Activity. Your response should contain each line of the data that includes "Krishna".

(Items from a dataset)
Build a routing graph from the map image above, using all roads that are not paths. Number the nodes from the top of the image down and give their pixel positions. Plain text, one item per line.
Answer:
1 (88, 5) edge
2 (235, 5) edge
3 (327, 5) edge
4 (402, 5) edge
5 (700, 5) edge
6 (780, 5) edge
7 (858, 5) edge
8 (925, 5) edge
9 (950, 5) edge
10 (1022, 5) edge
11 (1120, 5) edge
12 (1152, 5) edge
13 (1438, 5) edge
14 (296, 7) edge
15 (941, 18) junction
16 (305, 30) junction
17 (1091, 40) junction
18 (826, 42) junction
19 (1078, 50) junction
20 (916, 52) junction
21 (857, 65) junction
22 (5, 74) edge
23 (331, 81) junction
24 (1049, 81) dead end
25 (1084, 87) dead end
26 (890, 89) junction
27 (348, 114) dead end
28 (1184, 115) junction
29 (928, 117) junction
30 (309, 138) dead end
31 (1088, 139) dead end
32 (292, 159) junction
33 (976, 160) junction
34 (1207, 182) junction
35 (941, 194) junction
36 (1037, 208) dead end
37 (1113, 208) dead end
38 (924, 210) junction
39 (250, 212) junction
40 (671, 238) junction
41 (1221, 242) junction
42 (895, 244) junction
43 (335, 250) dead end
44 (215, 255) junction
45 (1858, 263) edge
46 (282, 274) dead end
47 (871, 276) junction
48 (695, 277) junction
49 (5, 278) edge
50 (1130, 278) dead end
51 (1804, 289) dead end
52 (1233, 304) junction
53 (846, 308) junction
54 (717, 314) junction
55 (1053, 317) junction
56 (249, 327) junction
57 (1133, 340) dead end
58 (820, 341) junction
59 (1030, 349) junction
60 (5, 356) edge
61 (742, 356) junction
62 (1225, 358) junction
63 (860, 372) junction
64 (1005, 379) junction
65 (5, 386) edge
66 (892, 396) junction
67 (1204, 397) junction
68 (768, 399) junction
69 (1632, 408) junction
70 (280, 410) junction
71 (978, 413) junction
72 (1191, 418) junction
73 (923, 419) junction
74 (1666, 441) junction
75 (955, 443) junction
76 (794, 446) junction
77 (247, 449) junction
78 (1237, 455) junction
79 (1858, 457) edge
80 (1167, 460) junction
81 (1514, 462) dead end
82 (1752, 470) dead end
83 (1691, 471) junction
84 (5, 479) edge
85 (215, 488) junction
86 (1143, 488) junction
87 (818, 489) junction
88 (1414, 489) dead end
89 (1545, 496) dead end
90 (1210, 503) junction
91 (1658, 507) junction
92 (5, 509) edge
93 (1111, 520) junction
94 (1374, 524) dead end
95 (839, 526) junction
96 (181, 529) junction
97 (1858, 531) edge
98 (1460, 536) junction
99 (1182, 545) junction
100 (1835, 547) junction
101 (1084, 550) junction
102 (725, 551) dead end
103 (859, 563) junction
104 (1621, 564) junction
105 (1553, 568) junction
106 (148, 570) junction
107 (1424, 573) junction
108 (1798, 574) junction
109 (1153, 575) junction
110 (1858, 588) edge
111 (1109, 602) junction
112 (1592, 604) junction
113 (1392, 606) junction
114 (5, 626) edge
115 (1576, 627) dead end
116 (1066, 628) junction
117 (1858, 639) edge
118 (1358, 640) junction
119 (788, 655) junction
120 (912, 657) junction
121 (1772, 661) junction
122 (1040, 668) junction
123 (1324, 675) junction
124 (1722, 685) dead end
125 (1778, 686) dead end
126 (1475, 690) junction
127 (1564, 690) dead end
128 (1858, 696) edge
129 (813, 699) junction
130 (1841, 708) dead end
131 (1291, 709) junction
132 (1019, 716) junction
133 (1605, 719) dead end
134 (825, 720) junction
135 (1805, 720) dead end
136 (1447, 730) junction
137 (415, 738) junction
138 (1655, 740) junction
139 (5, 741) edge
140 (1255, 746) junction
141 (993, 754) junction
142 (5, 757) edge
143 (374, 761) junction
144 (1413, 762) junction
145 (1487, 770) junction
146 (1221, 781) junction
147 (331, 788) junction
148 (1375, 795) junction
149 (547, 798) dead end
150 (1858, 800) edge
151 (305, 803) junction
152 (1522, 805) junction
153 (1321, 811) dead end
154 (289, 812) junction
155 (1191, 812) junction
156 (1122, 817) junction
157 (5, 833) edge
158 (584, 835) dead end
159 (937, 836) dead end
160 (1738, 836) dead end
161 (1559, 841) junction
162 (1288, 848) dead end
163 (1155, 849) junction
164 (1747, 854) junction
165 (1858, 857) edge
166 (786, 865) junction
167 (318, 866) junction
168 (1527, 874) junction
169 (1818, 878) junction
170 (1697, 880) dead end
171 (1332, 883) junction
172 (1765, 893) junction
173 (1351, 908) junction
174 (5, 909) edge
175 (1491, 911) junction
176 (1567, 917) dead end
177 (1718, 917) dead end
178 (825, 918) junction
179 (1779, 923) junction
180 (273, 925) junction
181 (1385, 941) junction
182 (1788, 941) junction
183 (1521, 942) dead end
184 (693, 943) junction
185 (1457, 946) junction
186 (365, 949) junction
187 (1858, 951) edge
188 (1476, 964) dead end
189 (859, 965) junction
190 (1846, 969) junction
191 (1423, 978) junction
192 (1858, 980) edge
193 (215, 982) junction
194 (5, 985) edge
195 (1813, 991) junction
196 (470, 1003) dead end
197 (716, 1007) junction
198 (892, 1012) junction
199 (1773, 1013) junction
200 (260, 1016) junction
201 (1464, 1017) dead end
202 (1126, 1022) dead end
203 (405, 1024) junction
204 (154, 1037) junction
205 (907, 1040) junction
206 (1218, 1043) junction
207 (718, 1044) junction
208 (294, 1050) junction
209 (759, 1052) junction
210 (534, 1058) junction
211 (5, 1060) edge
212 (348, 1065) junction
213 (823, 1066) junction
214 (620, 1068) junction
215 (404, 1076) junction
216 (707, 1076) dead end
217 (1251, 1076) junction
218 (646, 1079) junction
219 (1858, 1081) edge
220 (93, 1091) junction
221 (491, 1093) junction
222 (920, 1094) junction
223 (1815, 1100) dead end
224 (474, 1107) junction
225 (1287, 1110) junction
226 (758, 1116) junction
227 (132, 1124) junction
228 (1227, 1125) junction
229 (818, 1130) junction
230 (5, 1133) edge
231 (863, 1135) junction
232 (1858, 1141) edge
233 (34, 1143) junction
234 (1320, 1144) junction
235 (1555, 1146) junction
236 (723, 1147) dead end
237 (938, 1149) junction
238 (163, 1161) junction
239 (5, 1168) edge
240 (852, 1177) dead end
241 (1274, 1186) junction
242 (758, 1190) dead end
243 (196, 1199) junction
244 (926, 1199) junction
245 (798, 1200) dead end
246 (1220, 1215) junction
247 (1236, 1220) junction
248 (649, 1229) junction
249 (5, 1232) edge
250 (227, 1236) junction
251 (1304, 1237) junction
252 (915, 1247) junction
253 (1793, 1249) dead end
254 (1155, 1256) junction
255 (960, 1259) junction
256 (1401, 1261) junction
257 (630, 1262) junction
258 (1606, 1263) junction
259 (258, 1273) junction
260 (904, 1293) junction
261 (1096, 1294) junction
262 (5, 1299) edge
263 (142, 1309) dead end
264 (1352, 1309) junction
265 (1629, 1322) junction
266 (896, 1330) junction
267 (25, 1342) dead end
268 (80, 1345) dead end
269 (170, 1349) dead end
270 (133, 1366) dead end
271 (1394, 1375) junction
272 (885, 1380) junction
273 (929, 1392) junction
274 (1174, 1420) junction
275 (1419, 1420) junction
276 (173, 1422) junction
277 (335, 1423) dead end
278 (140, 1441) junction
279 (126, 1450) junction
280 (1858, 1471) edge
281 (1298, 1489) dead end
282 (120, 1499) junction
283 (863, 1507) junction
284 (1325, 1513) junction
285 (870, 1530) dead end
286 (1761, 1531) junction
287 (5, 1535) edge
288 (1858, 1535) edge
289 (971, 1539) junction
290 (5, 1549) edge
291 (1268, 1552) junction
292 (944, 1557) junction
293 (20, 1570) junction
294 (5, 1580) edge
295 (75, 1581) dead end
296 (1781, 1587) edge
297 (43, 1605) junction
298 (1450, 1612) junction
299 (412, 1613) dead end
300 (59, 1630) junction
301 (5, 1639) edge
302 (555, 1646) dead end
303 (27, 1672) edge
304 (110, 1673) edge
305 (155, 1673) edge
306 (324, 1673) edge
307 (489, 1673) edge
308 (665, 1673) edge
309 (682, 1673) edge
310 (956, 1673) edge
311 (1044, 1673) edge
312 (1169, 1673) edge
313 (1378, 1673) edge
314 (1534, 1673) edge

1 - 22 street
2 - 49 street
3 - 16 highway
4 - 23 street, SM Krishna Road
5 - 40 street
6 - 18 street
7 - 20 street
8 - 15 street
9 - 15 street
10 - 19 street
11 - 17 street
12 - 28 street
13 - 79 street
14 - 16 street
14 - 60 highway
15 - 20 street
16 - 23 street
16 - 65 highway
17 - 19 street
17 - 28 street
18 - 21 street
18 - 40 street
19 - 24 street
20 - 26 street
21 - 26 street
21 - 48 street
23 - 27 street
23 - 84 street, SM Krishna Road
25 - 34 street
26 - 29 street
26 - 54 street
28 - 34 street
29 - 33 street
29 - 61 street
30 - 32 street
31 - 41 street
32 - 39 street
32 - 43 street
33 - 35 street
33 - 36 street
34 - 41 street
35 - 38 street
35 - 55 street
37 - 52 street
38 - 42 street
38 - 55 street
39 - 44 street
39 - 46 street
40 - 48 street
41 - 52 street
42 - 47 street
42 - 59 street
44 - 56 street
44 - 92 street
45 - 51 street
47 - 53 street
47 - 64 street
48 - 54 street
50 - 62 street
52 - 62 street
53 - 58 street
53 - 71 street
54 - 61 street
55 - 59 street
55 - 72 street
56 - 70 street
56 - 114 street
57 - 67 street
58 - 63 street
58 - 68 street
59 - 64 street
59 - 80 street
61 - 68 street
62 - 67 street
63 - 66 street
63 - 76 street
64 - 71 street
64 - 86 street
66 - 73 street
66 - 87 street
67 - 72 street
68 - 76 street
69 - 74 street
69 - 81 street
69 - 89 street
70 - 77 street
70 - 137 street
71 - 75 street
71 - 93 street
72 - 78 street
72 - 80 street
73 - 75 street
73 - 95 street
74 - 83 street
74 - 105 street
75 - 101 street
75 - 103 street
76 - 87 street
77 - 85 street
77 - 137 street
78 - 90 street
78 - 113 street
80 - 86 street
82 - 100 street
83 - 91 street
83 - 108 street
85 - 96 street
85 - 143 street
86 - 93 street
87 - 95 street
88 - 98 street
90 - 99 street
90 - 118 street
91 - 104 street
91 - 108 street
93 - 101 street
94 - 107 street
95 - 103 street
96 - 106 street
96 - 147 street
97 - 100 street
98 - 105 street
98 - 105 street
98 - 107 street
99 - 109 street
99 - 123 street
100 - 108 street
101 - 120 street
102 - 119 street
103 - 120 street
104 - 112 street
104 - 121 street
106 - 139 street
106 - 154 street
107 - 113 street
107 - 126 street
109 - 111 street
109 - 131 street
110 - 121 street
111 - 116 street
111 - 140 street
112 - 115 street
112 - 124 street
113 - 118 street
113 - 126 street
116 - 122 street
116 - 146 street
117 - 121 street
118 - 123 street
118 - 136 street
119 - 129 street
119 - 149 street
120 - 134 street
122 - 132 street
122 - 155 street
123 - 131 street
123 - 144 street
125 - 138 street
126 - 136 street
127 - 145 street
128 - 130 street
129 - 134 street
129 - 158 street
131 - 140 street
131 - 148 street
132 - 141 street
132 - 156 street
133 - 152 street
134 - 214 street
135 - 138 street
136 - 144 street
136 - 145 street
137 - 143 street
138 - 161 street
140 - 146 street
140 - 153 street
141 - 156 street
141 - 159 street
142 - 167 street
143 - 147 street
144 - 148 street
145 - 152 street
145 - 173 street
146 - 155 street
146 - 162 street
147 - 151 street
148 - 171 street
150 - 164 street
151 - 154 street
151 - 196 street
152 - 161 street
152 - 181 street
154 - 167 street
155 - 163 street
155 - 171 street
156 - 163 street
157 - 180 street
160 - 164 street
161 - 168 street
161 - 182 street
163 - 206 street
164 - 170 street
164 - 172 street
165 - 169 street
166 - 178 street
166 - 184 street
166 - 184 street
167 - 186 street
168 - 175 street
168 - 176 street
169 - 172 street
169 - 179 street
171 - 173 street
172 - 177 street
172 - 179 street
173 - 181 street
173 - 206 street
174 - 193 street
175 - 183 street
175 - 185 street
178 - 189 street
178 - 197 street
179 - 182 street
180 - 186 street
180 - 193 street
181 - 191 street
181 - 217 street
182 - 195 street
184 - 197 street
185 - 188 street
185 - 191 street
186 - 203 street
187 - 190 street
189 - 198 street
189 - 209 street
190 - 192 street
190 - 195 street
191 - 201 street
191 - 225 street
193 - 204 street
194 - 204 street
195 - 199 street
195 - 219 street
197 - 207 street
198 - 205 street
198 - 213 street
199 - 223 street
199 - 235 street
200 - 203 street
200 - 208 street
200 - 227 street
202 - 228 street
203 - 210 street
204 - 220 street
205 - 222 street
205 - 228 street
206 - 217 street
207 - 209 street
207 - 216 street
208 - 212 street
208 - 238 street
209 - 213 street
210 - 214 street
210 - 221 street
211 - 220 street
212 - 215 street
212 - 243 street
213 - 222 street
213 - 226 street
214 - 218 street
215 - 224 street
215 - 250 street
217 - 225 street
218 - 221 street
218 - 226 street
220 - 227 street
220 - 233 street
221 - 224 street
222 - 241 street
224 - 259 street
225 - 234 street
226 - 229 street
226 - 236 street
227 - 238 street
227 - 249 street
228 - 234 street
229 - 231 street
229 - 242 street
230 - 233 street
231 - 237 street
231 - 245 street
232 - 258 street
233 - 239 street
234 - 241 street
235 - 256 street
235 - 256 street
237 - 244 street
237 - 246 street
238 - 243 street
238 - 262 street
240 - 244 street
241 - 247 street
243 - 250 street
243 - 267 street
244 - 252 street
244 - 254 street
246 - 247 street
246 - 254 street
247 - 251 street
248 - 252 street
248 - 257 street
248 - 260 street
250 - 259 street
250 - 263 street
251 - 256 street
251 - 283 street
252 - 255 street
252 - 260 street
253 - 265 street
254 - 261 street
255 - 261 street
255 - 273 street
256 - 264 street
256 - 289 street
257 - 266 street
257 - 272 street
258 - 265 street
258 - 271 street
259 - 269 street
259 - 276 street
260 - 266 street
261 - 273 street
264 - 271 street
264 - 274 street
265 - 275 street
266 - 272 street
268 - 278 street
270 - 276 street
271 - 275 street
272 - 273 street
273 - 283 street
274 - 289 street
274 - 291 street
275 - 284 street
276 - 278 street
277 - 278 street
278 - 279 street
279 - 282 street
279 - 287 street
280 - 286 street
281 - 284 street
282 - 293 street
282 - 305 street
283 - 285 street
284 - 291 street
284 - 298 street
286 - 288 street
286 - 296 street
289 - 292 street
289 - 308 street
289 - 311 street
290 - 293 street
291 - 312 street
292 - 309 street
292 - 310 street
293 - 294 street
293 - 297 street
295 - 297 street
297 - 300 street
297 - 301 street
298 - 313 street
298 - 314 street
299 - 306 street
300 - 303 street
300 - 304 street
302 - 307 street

Written response.
4 - 23 street, SM Krishna Road
23 - 84 street, SM Krishna Road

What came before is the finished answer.